--- INSTRUCTIONS TO FOLLOW ---
Return all of the data exactly, omitting any images.

--- INFORMATION PROVIDED ---
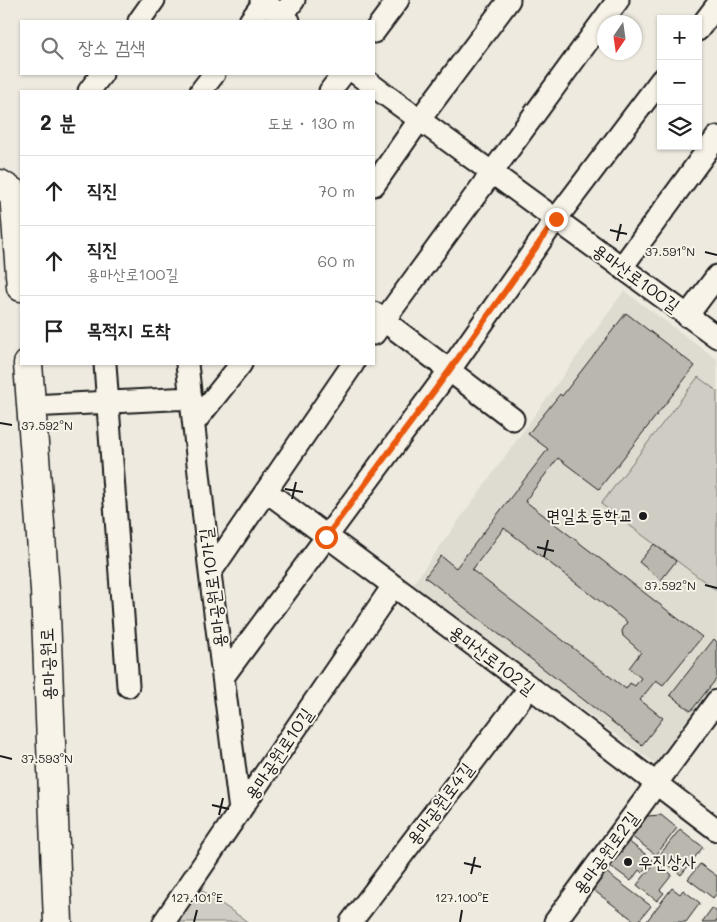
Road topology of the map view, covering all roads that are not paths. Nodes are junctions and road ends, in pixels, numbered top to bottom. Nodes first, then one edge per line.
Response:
1 (154, 0) edge
2 (398, 0) edge
3 (509, 0) edge
4 (618, 0) edge
5 (262, 1) edge
6 (717, 5) edge
7 (288, 12) edge
8 (140, 20) edge
9 (251, 20) edge
10 (702, 25) edge
11 (375, 31) edge
12 (101, 75) edge
13 (213, 75) edge
14 (341, 75) edge
15 (358, 75) edge
16 (657, 85) edge
17 (90, 90) edge
18 (202, 90) edge
19 (331, 90) edge
20 (420, 119) junction
21 (717, 137) edge
22 (492, 172) junction
23 (375, 184) edge
24 (15, 189) edge
25 (556, 219) junction
26 (622, 268) junction
27 (20, 271) edge
28 (717, 276) edge
29 (687, 316) junction
30 (377, 322) edge
31 (717, 337) edge
32 (28, 365) edge
33 (104, 365) edge
34 (187, 365) edge
35 (240, 365) edge
36 (352, 365) edge
37 (449, 371) junction
38 (191, 398) junction
39 (107, 402) junction
40 (31, 406) junction
41 (513, 420) dead end
42 (194, 423) junction
43 (266, 491) junction
44 (326, 537) junction
45 (210, 573) junction
46 (393, 586) junction
47 (223, 676) junction
48 (128, 686) dead end
49 (530, 687) junction
50 (717, 701) edge
51 (656, 784) junction
52 (240, 811) junction
53 (716, 828) edge
54 (58, 922) edge
55 (164, 922) edge
56 (351, 922) edge
57 (555, 922) edge

1 - 8 street
2 - 11 street
3 - 20 street
4 - 22 street
5 - 7 street
5 - 9 street
6 - 10 street
12 - 17 street
13 - 18 street
14 - 19 street
15 - 20 street, 용마산로100길
16 - 25 street
20 - 22 street, 용마산로100길
20 - 23 street
21 - 26 street
22 - 25 street, 용마산로100길
22 - 30 street
24 - 27 street
25 - 26 street, 용마산로100길
25 - 37 street
26 - 29 street, 용마산로100길
28 - 29 street
29 - 31 street, 용마산로100길
30 - 37 street
32 - 40 street, 용마공원로
33 - 39 street
34 - 38 street, 용마공원로10가길
35 - 42 street
36 - 43 street
37 - 41 street
37 - 44 street
38 - 39 street
38 - 42 street, 용마공원로10가길
39 - 40 street
39 - 48 street
40 - 54 street, 용마공원로
42 - 45 street, 용마공원로10가길
43 - 44 street, 용마산로102길
43 - 45 street
44 - 46 street, 용마산로102길
44 - 47 street
45 - 47 street, 용마공원로10가길
46 - 49 street, 용마산로102길
46 - 52 street, 용마공원로10길
47 - 52 street, 용마공원로10가길
49 - 51 street, 용마산로102길
49 - 56 street, 용마공원로4길
50 - 51 street
51 - 53 street, 용마산로102길
51 - 57 street, 용마공원로2길
52 - 55 street, 용마공원로10길

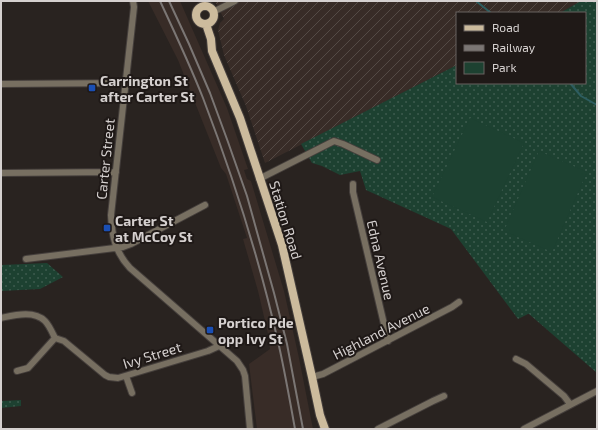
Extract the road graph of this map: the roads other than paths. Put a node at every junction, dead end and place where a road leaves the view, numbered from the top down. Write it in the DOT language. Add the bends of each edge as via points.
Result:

--- FINAL ANSWER ---
Road topology of the map view, covering all roads that are not paths. Nodes are junctions and road ends, in pixels, numbered top to bottom. Nodes first, then one edge per line.
Response:
1 (154, 0) edge
2 (398, 0) edge
3 (509, 0) edge
4 (618, 0) edge
5 (262, 1) edge
6 (717, 5) edge
7 (288, 12) edge
8 (140, 20) edge
9 (251, 20) edge
10 (702, 25) edge
11 (375, 31) edge
12 (101, 75) edge
13 (213, 75) edge
14 (341, 75) edge
15 (358, 75) edge
16 (657, 85) edge
17 (90, 90) edge
18 (202, 90) edge
19 (331, 90) edge
20 (420, 119) junction
21 (717, 137) edge
22 (492, 172) junction
23 (375, 184) edge
24 (15, 189) edge
25 (556, 219) junction
26 (622, 268) junction
27 (20, 271) edge
28 (717, 276) edge
29 (687, 316) junction
30 (377, 322) edge
31 (717, 337) edge
32 (28, 365) edge
33 (104, 365) edge
34 (187, 365) edge
35 (240, 365) edge
36 (352, 365) edge
37 (449, 371) junction
38 (191, 398) junction
39 (107, 402) junction
40 (31, 406) junction
41 (513, 420) dead end
42 (194, 423) junction
43 (266, 491) junction
44 (326, 537) junction
45 (210, 573) junction
46 (393, 586) junction
47 (223, 676) junction
48 (128, 686) dead end
49 (530, 687) junction
50 (717, 701) edge
51 (656, 784) junction
52 (240, 811) junction
53 (716, 828) edge
54 (58, 922) edge
55 (164, 922) edge
56 (351, 922) edge
57 (555, 922) edge

1 - 8 street
2 - 11 street
3 - 20 street
4 - 22 street
5 - 7 street
5 - 9 street
6 - 10 street
12 - 17 street
13 - 18 street
14 - 19 street
15 - 20 street, 용마산로100길
16 - 25 street
20 - 22 street, 용마산로100길
20 - 23 street
21 - 26 street
22 - 25 street, 용마산로100길
22 - 30 street
24 - 27 street
25 - 26 street, 용마산로100길
25 - 37 street
26 - 29 street, 용마산로100길
28 - 29 street
29 - 31 street, 용마산로100길
30 - 37 street
32 - 40 street, 용마공원로
33 - 39 street
34 - 38 street, 용마공원로10가길
35 - 42 street
36 - 43 street
37 - 41 street
37 - 44 street
38 - 39 street
38 - 42 street, 용마공원로10가길
39 - 40 street
39 - 48 street
40 - 54 street, 용마공원로
42 - 45 street, 용마공원로10가길
43 - 44 street, 용마산로102길
43 - 45 street
44 - 46 street, 용마산로102길
44 - 47 street
45 - 47 street, 용마공원로10가길
46 - 49 street, 용마산로102길
46 - 52 street, 용마공원로10길
47 - 52 street, 용마공원로10가길
49 - 51 street, 용마산로102길
49 - 56 street, 용마공원로4길
50 - 51 street
51 - 53 street, 용마산로102길
51 - 57 street, 용마공원로2길
52 - 55 street, 용마공원로10길

Extract the road graph of this map: the roads other than paths. Put a node at every junction, dead end and place where a road leaves the view, numbered from the top down. Write it in the DOT language. Add the bends of each edge as via points.
Result:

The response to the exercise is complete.